Só a dívida acumulada em tarifas de embarque atrasadas chega a cerca de R$ 35 milhões, segundo o brigadeiro. Apesar de o valor diário ser relativamente pequeno para uma empresa do porte da Varig - eram R$ 800 mil, mas o montante tem caído com o alto número de cancelamentos de vôos e a redução do volume de passageiros -, a Infraero poderá encontrar dificuldades no recebimento. "Esse dinheiro existe, é pago todos os dias pelos passageiros. Mas acredito que teremos problemas e vai dar confusão", afirmou Pereira.

Para ele, "como o dinheiro não é dela, não deveria afetar em nada" o caixa da Varig. A última vez que a Infraero se viu obrigada a adotar esse tipo de medida foi há quase dois anos, quando a Vasp deixou de repassar as taxas de embarque.

Além da cobrança, Pereira disse que pretende enviar hoje um novo pedido ao Ministério Público Federal para a abertura de processo contra o presidente da Varig, Marcelo Bottini, pelo crime de apropriação indébita.

A dívida total da aérea com a Infraero já soma mais de R$ 540 milhões. Apesar de insatisfeito com os rumos da recuperação judicial da Varig, o brigadeiro afirmou que ainda não é hora de adotar o mesmo tratamento da cobrança à vista das tarifas de embarque para as tarifas aeroportuárias - de pouso, decolagem e navegação aérea -, que a companhia não paga desde setembro.

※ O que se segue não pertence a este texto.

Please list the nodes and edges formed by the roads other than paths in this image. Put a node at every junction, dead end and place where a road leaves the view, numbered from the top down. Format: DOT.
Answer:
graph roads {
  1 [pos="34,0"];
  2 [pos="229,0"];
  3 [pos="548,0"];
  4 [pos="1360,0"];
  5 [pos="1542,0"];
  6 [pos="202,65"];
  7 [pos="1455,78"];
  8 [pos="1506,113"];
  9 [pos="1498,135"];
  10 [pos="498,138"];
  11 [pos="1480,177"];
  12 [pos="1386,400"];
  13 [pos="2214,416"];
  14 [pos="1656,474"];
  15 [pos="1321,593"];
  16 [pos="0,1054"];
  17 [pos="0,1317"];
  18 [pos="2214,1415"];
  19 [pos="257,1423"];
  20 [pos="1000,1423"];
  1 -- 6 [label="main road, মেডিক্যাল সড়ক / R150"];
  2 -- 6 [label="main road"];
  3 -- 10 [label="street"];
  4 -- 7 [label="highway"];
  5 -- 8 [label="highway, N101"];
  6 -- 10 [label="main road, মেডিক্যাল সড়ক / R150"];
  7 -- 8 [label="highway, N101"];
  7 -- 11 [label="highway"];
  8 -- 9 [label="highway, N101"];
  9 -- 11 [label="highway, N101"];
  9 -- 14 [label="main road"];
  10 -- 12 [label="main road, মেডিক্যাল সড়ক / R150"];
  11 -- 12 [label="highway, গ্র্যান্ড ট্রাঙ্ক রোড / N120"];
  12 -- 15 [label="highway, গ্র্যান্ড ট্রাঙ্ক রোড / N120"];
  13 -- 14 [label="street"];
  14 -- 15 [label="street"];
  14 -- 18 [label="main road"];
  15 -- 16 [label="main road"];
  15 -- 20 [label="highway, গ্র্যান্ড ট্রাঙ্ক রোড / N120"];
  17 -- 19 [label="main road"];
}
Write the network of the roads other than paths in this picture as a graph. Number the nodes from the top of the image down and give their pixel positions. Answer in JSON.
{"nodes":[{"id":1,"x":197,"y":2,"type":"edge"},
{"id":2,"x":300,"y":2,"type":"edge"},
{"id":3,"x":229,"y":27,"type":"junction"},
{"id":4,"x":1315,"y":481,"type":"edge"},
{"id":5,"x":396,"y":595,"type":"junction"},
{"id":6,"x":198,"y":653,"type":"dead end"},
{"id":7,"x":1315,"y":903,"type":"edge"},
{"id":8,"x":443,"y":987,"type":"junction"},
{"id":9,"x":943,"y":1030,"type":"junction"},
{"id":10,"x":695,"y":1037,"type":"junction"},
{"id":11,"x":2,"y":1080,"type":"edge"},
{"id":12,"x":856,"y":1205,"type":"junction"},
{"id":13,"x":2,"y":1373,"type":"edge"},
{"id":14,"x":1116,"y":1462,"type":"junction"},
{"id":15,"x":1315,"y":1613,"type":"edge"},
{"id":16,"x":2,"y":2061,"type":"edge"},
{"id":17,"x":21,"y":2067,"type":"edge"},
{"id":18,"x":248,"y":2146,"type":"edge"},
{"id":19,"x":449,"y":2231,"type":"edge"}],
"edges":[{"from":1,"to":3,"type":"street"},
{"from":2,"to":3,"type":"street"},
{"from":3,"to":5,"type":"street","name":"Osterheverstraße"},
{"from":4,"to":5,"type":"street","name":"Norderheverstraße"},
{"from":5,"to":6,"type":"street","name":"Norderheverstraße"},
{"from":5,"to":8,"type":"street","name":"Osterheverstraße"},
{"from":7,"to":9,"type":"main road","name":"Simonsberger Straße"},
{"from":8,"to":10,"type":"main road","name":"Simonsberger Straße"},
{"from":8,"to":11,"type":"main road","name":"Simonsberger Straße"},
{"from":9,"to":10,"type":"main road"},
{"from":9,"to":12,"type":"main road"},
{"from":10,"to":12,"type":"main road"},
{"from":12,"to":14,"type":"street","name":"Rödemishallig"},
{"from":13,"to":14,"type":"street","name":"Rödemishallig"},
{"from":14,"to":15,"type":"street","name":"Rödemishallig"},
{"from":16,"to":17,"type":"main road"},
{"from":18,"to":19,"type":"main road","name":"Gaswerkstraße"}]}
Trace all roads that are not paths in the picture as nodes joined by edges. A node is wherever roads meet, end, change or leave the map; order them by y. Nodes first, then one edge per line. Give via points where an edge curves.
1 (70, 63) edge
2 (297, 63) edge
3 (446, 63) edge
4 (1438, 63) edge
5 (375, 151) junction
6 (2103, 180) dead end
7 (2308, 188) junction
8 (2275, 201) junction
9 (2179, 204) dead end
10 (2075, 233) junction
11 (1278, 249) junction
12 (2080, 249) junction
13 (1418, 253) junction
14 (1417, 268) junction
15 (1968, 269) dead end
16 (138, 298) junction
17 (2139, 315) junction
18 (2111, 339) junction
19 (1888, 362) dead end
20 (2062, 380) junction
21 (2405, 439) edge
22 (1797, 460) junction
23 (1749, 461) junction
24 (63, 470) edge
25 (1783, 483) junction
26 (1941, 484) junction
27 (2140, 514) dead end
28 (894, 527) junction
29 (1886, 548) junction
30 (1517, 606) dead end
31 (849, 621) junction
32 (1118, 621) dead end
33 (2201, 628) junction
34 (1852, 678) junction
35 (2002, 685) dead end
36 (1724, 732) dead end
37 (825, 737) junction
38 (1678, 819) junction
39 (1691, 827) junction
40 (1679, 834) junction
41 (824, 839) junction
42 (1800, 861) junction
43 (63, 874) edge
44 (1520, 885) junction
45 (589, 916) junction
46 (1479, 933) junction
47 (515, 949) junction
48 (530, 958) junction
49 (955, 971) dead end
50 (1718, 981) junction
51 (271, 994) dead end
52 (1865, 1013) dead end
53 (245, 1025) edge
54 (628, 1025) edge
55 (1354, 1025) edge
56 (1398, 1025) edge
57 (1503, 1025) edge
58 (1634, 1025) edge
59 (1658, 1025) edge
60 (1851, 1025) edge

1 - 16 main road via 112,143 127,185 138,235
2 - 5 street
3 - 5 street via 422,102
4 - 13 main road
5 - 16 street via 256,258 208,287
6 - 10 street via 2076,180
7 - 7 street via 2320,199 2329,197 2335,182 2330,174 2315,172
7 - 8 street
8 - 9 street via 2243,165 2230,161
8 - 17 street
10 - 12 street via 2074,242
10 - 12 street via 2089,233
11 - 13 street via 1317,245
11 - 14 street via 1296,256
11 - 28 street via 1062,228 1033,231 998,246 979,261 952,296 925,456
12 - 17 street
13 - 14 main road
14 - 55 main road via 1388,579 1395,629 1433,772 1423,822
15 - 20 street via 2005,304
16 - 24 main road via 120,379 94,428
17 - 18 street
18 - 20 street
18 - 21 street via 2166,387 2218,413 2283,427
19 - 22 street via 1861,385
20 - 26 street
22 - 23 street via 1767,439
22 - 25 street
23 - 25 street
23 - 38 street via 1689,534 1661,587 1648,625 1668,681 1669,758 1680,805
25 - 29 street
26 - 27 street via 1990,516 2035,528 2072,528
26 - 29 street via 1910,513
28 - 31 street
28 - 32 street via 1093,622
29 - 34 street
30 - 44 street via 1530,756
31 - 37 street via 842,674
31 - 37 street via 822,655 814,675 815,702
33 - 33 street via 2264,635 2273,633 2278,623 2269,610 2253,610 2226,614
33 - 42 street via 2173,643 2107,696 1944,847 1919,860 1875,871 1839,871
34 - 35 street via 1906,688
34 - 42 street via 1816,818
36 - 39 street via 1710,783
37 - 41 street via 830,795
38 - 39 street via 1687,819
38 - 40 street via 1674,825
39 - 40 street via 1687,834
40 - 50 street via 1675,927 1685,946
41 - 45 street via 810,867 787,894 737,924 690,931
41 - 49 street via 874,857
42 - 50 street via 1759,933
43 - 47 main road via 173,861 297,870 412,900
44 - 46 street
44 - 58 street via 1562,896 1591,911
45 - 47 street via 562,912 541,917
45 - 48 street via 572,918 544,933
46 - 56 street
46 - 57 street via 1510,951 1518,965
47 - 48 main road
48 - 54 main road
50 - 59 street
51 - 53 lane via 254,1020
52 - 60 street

Os credores estatais têm sido pacientes com a Varig - a BR Distribuidora não vem cobrando o fornecimento de combustível.

A Agência Nacional de Aviação Civil (Anac) convocou novamente os presidentes de algumas companhias aéreas para uma reunião hoje, às 10 horas, em Brasília. Na quarta-feira, executivos das principais empresas discutiram detalhes do plano de contingência para o caso de paralisação da Varig, bem como a redistribuição das linhas nacionais e internacionais. O encontro foi interrompido à noite porque diretores da Anac foram chamados à Casa Civil da Presidência.

As companhias têm travado uma guerra pelos "slots" (horários de pouso e decolagem nos aeroportos) que hoje pertencem à Varig. "Todo mundo está de olho em tudo", afirmou o diretor de uma empresa. O maior problema enfrentado pelas aéreas para assumir as rotas é a restrição de aviões disponíveis. Todas elas, entretanto, tiveram conversas informais com as "lessores" (companhias que alugam os jatos).

A demanda mundial por aeronaves está em alta, com o aquecimento do setor aéreo. Segundo comenta um executivo, porém, as "lessores" tendem a preferir manter os aviões no Brasil. A adaptação das cabines para uso das aeronaves na Europa ou nos Estados Unidos exige uma reconfiguração interna muito grande, o que eleva os custos e atrasa a entrega das aeronaves para outras empresas aéreas.

Em caso de falência da Varig, a expectativa de uma das aéreas brasileiras é completar o reforço da sua frota até outubro, ocupando os destinos deixados de lado pela companhia em recuperação judicial.